The Second Bakery Attack by Haruki Murakami
In The Second Bakery Attack by Haruki Murakami we have the theme of time, responsibility, control, gender roles (reversed), liberation, freedom and conflict. Taken from his The Elephant Vanishes and Other Stories collection the story is narrated in the first person by an unnamed man and after reading the story the reader realises that Murakami may be exploring the theme of time. The narrator recalls to his wife the first time he robbed a bakery. Though not strictly a robbery the image of the night the robbery occurred has remained with the narrator. It is his wife who tells him that a curse has been put on him by the baker and that they have to rob a second bakery for the curse to be lifted. The hunger that the narrator and his wife feel cannot be satisfied until they rob a second bakery. Which ends up with the couple robbing a McDonald’s restaurant. The bread of the Big Mac buns being symbolic of the bread that the narrator and his friend stole in the bakery.
In many ways the bread represents a communion of sorts and a cleansing of the body.
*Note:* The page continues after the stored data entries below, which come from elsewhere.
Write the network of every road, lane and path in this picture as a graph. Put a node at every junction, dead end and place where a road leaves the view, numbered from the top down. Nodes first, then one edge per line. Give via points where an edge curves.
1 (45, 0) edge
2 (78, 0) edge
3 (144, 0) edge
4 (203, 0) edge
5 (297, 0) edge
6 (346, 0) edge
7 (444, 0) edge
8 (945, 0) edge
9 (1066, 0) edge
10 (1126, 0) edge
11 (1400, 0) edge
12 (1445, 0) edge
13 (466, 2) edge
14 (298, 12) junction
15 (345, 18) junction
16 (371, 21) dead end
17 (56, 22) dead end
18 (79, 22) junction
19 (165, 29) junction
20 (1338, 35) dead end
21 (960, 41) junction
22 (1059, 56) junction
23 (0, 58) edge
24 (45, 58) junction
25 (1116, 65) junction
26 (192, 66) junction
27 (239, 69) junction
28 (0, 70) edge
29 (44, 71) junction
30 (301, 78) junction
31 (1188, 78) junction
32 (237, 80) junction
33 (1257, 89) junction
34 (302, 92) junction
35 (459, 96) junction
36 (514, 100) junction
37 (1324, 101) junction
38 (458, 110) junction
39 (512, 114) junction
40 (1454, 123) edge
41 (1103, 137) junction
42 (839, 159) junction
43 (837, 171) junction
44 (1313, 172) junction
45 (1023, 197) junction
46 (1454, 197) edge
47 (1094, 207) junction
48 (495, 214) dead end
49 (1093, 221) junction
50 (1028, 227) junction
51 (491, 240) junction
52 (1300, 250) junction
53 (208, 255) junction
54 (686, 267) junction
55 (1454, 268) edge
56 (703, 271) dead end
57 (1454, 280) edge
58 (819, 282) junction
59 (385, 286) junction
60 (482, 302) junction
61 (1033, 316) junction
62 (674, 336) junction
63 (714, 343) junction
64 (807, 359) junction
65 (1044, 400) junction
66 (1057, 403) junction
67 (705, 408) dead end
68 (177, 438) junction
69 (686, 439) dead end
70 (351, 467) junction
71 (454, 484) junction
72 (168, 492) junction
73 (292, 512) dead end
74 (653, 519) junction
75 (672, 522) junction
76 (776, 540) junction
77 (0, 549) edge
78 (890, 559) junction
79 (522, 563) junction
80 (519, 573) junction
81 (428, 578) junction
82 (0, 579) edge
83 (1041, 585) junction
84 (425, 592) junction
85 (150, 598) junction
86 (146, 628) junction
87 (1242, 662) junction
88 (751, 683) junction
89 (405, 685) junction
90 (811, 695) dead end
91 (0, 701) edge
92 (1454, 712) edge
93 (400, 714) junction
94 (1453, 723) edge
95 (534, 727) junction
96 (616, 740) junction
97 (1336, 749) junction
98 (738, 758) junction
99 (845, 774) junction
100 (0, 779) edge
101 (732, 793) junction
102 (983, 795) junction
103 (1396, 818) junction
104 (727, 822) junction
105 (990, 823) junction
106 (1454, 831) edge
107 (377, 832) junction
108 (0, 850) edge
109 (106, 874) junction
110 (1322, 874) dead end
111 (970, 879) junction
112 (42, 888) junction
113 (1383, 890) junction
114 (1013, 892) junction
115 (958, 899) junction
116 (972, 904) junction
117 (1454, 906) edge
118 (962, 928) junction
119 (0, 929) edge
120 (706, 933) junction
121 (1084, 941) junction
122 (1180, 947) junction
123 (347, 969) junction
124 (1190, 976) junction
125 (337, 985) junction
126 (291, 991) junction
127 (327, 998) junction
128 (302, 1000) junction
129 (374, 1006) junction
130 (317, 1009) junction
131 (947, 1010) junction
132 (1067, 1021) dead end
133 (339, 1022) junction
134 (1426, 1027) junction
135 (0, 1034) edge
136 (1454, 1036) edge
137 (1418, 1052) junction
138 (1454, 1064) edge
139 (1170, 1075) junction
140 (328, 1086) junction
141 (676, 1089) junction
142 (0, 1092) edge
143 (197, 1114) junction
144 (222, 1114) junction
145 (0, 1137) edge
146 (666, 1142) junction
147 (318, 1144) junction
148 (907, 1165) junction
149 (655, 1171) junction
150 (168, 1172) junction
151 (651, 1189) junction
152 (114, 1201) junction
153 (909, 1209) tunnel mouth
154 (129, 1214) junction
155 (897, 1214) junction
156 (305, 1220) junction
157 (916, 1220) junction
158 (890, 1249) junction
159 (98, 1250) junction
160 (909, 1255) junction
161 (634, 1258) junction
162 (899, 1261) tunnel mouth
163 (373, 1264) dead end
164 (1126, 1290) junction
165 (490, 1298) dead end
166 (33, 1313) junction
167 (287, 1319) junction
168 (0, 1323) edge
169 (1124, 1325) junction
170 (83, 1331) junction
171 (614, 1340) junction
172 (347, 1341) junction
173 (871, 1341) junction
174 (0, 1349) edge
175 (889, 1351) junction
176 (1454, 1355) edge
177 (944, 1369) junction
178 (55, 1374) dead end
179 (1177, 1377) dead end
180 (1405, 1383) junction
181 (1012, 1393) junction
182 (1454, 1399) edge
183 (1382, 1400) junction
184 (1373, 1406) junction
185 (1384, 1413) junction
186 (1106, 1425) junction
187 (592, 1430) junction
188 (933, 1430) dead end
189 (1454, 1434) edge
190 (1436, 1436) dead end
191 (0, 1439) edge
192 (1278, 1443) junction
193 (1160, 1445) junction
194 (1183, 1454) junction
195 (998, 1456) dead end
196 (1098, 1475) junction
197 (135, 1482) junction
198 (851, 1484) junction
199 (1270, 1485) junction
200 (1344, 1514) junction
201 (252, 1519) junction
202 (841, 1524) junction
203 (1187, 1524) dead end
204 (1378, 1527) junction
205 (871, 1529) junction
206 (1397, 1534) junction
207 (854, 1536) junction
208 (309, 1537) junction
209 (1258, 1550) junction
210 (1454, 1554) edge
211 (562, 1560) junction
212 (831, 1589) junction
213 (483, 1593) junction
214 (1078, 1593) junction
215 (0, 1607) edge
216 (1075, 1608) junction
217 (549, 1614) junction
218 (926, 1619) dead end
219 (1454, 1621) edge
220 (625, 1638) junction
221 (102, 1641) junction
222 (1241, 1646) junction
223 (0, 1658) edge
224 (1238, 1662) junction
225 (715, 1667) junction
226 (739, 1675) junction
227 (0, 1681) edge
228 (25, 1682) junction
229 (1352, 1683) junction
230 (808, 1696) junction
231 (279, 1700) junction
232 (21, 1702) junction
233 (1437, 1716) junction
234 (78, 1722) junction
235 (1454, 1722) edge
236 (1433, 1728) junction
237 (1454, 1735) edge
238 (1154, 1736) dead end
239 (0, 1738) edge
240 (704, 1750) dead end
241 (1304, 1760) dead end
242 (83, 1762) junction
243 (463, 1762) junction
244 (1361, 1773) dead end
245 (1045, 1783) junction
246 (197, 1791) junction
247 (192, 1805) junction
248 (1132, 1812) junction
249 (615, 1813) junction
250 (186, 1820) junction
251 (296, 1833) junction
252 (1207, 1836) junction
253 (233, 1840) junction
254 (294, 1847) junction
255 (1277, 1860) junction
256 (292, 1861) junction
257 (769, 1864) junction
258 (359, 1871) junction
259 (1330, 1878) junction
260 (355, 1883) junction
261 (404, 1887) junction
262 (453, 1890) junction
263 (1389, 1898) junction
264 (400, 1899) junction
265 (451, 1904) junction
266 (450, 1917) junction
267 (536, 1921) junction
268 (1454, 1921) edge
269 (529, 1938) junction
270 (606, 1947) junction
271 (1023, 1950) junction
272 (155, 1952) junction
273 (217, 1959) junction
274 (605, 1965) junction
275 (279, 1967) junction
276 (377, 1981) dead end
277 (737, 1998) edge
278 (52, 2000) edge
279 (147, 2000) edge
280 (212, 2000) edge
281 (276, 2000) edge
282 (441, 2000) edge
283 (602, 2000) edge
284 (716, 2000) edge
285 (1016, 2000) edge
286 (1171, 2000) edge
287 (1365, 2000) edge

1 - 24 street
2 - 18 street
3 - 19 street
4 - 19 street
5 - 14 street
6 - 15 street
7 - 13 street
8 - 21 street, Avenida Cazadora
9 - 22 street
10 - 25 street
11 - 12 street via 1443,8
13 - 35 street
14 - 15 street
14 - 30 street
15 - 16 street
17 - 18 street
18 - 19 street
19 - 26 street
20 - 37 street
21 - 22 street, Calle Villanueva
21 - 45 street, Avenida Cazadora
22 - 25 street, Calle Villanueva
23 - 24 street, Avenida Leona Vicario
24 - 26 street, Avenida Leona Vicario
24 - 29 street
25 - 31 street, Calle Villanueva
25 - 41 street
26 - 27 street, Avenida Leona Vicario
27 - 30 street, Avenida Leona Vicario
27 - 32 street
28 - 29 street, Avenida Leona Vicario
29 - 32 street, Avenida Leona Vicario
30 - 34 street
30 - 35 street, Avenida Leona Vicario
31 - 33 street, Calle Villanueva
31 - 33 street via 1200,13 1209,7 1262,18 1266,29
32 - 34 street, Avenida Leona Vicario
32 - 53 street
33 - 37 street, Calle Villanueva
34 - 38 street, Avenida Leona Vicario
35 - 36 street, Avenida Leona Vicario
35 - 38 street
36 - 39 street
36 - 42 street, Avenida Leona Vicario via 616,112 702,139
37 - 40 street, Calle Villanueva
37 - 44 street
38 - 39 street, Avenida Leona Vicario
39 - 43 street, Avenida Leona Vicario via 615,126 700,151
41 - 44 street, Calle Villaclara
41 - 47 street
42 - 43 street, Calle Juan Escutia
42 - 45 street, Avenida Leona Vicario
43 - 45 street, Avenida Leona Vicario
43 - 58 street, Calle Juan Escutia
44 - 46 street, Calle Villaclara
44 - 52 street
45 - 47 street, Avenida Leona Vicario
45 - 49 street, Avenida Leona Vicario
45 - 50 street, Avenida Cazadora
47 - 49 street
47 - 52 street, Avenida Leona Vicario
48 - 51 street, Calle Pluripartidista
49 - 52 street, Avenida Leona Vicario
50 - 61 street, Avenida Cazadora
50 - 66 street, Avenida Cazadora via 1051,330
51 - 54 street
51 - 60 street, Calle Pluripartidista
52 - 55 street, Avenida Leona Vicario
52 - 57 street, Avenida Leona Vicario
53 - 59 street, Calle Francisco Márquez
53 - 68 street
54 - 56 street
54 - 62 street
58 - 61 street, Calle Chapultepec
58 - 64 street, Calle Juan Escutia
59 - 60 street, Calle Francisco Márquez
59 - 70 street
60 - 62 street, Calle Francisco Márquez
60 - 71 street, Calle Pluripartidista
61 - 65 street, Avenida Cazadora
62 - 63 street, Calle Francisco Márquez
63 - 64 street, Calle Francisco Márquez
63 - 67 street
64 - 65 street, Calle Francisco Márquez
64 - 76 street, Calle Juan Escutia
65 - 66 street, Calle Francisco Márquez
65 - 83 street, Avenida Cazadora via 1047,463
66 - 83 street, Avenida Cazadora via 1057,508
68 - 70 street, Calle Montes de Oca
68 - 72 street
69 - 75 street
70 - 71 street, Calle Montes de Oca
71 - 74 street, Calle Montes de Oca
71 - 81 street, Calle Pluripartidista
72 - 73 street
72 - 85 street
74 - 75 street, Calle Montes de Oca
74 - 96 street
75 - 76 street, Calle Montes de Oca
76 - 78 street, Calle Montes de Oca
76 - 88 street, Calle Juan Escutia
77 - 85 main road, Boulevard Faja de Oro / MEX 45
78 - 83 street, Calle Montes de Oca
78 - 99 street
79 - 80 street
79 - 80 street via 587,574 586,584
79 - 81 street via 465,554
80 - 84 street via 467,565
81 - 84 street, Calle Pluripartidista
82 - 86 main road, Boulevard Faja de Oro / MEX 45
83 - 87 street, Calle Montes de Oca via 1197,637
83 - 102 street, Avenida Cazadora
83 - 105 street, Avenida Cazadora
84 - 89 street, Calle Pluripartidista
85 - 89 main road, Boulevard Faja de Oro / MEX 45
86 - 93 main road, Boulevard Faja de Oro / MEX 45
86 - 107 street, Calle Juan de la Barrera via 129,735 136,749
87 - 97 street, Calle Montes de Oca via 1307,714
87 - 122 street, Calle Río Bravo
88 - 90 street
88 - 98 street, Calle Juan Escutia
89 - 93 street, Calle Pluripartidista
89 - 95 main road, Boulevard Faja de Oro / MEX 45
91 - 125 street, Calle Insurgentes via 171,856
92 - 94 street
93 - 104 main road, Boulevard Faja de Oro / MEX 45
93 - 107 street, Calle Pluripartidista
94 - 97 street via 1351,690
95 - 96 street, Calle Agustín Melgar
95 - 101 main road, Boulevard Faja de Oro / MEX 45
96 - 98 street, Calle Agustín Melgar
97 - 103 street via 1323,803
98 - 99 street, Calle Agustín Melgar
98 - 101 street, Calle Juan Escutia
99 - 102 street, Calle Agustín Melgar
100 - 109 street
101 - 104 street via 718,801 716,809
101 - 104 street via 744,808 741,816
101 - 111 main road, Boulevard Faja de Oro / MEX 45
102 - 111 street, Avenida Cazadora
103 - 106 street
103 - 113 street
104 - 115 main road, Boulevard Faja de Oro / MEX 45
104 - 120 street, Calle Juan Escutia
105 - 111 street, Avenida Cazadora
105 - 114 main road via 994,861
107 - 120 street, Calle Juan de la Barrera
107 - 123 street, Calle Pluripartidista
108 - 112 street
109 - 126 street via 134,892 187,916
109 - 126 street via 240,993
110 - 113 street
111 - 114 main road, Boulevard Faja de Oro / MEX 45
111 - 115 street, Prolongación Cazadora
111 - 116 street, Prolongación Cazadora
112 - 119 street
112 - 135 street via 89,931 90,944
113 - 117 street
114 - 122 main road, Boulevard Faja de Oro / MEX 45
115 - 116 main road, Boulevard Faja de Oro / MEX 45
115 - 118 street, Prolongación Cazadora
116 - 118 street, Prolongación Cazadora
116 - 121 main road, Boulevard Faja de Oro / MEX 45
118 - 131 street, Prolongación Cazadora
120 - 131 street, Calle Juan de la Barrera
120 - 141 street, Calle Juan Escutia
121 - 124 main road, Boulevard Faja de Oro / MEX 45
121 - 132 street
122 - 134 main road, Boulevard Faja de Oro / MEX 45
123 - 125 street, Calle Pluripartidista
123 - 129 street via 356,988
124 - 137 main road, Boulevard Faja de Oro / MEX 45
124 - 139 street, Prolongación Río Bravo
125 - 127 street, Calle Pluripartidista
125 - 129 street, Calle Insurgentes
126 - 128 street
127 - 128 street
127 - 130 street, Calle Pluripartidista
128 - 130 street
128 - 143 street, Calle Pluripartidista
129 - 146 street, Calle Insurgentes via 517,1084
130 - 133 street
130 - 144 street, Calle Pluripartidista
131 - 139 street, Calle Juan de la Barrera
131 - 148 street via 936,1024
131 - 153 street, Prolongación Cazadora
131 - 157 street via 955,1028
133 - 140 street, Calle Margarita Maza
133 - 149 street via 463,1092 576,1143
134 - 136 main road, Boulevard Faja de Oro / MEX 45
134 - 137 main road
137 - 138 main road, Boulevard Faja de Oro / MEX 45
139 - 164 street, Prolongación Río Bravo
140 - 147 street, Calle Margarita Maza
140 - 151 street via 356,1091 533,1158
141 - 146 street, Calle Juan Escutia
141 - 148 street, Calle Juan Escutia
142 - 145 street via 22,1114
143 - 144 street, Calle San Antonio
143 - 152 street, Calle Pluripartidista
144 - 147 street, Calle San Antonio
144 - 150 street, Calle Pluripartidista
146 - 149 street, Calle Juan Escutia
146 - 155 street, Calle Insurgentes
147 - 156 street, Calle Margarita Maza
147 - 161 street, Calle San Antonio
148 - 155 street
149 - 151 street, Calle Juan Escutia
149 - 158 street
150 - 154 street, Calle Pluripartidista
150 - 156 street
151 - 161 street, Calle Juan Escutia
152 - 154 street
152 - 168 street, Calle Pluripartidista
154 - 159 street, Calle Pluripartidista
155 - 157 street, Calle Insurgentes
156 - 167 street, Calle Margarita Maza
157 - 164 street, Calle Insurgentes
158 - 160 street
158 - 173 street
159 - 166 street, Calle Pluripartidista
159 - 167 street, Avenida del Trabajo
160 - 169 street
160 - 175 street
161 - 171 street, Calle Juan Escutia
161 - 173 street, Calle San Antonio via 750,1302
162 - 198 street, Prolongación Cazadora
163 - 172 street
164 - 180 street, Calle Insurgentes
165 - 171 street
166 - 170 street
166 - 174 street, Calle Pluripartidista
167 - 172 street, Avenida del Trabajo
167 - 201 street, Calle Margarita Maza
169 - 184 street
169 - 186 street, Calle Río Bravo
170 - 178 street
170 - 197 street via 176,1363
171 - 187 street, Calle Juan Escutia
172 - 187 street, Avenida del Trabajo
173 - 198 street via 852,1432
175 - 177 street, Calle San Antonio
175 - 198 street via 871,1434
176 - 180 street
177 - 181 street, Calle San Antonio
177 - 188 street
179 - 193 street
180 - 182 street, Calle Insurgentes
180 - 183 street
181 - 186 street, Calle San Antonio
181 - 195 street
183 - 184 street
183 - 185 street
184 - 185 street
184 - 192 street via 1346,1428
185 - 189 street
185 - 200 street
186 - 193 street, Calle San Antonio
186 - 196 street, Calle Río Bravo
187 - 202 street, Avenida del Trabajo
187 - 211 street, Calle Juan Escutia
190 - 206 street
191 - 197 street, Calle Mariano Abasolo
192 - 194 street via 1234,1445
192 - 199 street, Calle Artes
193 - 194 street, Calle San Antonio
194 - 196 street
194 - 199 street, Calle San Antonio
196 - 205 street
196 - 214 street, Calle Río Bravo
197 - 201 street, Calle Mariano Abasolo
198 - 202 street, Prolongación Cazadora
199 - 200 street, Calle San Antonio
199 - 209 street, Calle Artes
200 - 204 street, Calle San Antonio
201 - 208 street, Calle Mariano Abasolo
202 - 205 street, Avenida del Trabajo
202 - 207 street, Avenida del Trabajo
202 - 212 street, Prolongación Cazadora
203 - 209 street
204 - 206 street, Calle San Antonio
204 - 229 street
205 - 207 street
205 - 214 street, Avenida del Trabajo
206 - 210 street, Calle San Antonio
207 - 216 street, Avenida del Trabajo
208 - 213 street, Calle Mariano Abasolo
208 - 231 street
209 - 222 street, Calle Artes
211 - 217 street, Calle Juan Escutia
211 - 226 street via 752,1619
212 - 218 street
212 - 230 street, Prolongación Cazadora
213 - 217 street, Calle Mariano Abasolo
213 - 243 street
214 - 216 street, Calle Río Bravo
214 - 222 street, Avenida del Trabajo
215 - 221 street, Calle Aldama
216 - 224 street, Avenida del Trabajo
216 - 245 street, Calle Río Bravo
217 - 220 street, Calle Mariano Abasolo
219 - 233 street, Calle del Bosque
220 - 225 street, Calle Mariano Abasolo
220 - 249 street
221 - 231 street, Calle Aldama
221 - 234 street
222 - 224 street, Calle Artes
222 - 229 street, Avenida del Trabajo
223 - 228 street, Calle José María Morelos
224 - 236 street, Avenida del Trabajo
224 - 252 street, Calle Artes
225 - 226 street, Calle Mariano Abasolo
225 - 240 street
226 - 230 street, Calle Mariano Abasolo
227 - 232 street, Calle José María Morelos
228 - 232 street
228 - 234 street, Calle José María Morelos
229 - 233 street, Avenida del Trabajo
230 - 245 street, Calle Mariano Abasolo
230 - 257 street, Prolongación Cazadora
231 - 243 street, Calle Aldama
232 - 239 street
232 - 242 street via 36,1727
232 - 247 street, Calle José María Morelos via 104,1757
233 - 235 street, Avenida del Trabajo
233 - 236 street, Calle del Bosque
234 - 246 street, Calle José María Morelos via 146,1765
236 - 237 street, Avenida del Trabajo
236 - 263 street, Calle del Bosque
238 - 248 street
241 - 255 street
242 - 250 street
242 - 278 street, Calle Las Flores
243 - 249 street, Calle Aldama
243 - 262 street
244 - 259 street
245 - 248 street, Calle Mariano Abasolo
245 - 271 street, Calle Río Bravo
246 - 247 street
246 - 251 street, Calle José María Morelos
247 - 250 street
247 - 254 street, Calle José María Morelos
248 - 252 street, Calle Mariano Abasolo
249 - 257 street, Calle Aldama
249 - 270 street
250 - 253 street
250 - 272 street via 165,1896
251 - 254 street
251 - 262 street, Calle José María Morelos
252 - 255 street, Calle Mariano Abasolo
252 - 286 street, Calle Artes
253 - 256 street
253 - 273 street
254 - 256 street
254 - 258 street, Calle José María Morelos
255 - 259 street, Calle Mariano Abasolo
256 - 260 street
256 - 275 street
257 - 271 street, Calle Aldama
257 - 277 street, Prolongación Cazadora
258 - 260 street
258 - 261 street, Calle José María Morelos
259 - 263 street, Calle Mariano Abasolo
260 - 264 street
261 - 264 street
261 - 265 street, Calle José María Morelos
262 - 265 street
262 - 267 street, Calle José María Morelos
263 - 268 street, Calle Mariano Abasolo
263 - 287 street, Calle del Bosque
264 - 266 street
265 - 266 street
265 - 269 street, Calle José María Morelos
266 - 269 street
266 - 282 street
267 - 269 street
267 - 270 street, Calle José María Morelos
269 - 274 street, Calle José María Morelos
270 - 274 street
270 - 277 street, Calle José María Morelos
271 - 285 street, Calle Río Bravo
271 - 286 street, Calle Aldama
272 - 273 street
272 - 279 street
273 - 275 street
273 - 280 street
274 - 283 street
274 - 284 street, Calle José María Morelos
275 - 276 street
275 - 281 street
When the couple eat some of the Big Mac’s their appetite is satisfied and they no longer remain hungry. This may be significant as it suggests that through the wife’s advice (a female voice) the narrator has extinguished the curse that had befallen him. The fact that it is the wife who is the mastermind of the attack on McDonald’s is important as Murakami may be reversing gender roles. Where once it would be expected for the male to take the lead. This is not the case in the story. It is the wife who finds a resolution to the conflict that occurs. She knows what has to be done and acts accordingly. What is also interesting about the story is the paralysis or lack of action from the sleeping couple in the McDonald’s. They do not wake which is contrary or the opposite of what happens in the story with the narrator and his wife having their own awakening after robbing the McDonald’s.
There may be other symbolism in the story which might be important. Murakami uses dark humour to get his point across. What is happening is serious. However Murakami adds the ridiculous into the story. One example of the ridiculous is the narrator’s wife paying for the two Cokes. She is after all robbing the McDonald’s yet she purchases two Cokes. The volcano can be seen to represent time, past versus present. The narrator at first feels uneasy about looking at the volcano, mirroring how he might feel about his past relationship with the baker. Yet by story’s end the narrator no longer sees the volcano but clear water. The curse has been lifted. Things are calmer for the narrator. The description of the shot gun being dark is also important as it symbolically suggests something dark is going to happen. The robbery of the McDonald’s being the leading example of this. In many ways the gun acts as foreshadowing as too does the black tape used to cover the car registration of the narrator’s car.
The end of the story is interesting as Murakami appears to be exploring the theme of liberation and freedom. Rather than being caught for the robbery the narrator and his wife satisfy their hunger by eating some of the Big Mac’s. They have been liberated or freed from the curse thanks to the narrator’s wife’s awareness and confidence. If it was not for her the couple would still be hungry and sitting in their apartment. Throughout the story the roles of male and female have been reversed. Whereas the narrator may be uncertain of things this is not the case for his wife. She has remained confident and all-knowing. Roles that are not usually ascribed to a female in life or in fiction. If anything the narrator’s wife has allowed for the narrator to rectify the mistakes of the past. She has taken control and responsibility for the narrator’s actions. Something that the narrator may not have been able to do.